3.如权利要求1所述的用于微囊藻毒素检测的微流控芯片，其特征在于，所述基片和所述盖片的热键合包括如下步骤：

(1)表面亲和处理：基片表面用去离子水、丙酮和无水乙醇混合溶液、去离子水依次清洗，再用稀HF酸漂洗后去离子水冲洗，再用体积比1：1的氨水：双氧水清洗，最后用去离子水冲洗；

(2)预键合：在无超净环境下，将基片和未玷污的新盖片在超纯水环境中对准贴合后，使基片和盖片紧密贴合在一起而无相互滑动，取出放进真空干燥箱，干燥1h；

(3)高温键合：将预键合后的基片和盖片平放在高温炉中，在基片和盖片上下方各放一块抛光过的石墨板，上面的石墨板上再压一块不锈钢；高温炉升温速度为10℃/min，选择在620℃保温一段时间，再以10℃/min降温至室温。
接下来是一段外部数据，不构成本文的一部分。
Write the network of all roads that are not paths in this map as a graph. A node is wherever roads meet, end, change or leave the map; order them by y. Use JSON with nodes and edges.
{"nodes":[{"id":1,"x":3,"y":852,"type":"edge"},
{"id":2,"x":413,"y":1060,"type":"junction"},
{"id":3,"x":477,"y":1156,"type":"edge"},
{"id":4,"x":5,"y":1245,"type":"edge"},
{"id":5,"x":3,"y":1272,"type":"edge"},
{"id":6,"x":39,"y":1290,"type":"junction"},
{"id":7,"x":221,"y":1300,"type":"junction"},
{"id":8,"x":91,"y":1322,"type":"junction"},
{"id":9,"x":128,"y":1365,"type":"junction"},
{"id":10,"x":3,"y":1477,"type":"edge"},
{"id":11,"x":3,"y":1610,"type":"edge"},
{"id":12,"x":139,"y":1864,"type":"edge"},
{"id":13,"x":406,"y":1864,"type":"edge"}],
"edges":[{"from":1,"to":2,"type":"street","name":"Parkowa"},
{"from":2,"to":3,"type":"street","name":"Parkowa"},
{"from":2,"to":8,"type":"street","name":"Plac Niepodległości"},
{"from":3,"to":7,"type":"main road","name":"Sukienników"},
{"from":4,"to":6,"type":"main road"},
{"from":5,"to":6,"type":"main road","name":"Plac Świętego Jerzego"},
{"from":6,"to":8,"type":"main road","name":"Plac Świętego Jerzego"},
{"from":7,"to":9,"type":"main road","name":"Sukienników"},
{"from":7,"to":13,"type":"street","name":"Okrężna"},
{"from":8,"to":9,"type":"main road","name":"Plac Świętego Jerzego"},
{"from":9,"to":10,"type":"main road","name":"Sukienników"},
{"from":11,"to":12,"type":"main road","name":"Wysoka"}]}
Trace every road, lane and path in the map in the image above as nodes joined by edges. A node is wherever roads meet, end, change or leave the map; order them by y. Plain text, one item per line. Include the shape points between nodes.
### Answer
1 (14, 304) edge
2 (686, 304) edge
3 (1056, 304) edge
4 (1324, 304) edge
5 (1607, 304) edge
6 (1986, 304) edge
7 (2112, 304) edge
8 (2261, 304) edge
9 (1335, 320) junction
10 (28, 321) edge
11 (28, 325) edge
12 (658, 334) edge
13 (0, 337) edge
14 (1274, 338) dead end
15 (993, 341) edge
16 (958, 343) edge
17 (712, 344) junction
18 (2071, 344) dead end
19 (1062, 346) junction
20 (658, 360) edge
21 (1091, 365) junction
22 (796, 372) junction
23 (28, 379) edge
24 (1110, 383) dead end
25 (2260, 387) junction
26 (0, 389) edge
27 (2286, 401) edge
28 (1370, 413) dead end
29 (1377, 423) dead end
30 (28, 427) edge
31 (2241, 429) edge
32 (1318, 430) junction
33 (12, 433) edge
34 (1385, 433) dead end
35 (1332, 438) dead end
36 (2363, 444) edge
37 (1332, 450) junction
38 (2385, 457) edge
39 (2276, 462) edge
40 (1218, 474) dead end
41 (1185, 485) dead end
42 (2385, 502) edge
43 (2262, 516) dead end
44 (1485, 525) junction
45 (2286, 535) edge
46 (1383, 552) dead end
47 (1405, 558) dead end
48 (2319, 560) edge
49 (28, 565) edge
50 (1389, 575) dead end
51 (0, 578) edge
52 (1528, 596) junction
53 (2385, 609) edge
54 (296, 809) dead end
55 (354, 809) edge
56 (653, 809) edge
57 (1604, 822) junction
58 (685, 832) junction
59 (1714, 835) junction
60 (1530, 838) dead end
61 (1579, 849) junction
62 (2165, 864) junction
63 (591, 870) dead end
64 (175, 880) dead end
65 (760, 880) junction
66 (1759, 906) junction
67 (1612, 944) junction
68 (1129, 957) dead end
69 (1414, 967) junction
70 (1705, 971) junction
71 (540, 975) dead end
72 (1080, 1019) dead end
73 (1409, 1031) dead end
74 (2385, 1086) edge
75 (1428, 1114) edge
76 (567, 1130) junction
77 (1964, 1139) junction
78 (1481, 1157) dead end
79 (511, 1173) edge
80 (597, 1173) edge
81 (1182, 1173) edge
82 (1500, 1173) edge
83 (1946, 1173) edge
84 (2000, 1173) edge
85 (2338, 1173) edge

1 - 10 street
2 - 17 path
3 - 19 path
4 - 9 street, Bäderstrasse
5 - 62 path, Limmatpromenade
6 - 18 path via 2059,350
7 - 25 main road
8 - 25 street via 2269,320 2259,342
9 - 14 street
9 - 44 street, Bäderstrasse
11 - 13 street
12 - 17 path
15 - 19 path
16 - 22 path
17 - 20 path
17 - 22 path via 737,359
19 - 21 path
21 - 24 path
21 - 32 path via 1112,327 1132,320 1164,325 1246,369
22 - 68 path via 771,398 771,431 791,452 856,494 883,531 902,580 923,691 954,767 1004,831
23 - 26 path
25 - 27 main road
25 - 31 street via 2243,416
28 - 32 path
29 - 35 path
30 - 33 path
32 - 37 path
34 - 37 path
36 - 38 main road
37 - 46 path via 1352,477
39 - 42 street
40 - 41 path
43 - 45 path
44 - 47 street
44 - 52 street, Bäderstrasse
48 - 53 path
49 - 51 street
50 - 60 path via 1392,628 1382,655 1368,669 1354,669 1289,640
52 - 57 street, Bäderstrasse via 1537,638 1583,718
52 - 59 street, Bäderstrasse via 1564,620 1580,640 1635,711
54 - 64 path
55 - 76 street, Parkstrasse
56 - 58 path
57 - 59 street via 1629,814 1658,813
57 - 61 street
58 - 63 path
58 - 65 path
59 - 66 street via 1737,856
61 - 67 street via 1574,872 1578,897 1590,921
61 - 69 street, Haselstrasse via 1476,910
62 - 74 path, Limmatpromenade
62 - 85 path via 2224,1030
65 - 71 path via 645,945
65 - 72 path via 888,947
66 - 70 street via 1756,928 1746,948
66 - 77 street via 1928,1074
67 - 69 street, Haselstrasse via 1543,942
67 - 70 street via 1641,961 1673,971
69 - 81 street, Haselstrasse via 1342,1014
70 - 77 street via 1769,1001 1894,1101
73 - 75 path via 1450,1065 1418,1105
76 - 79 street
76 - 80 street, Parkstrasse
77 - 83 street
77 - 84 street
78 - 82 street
4.如权利要求1所述的用于微囊藻毒素检测的微流控芯片，其特征在于，所述化学改性包括如下步骤：

(1)清洗：基片所述反应通道中先用体积比为1:1甲醇和盐酸的混合液超声清洗30min，去离子水清洗后吹干；

(2)基片活化：将体积比为3:1的浓硫酸和双氧水的混合液通入到芯片通道内，80℃左右煮40min；

(3)反应结束用去离子水冲洗，再用氮气吹干芯片；

(4)硅烷化：在氮气保护下，将体积比为1:9的3-氨丙基三乙氧基硅烷和丙酮的混合液通入反应通道，50℃反应24h，自然冷却后，用去离子水清洗后60℃干燥2h，将含有过量戊二醛的磷酸缓冲液通入反应通道内，4℃反应1h，20℃反应1h，反应结束后用去离子水冲洗干净。

5.如权利要求1所述的用于微囊藻毒素检测的微流控芯片，其特征在于，微囊藻毒素抗原固定包括如下步骤：

(1)将200μL的BSA用400μL硼酸钠进行清洗两次，硼酸钠溶液浓度为50mM，pH＝8-8.2；然后用PBS磷酸盐缓冲液清洗；

(2)将清洗后的BSA通入反应通道并充满，室温下静置反应45分钟，然后用PBS磷酸盐缓冲液清洗反应通道，氮气吹干；

(3)将过量10倍的二抗溶解到硼酸钠溶液中，注入反应通道中，室温浸没45分钟，然后去除多余的液体；然后用PBS磷酸盐缓冲液清洗；

(4)将5μL 50％戊二醛加入到反应通道中，室温下反应1小时；然后用PBS磷酸盐缓冲液清洗；

(5)最后用1M NaCl、0.1M甘氨酸、纯水、PBS磷酸盐缓冲液依次进行清洗。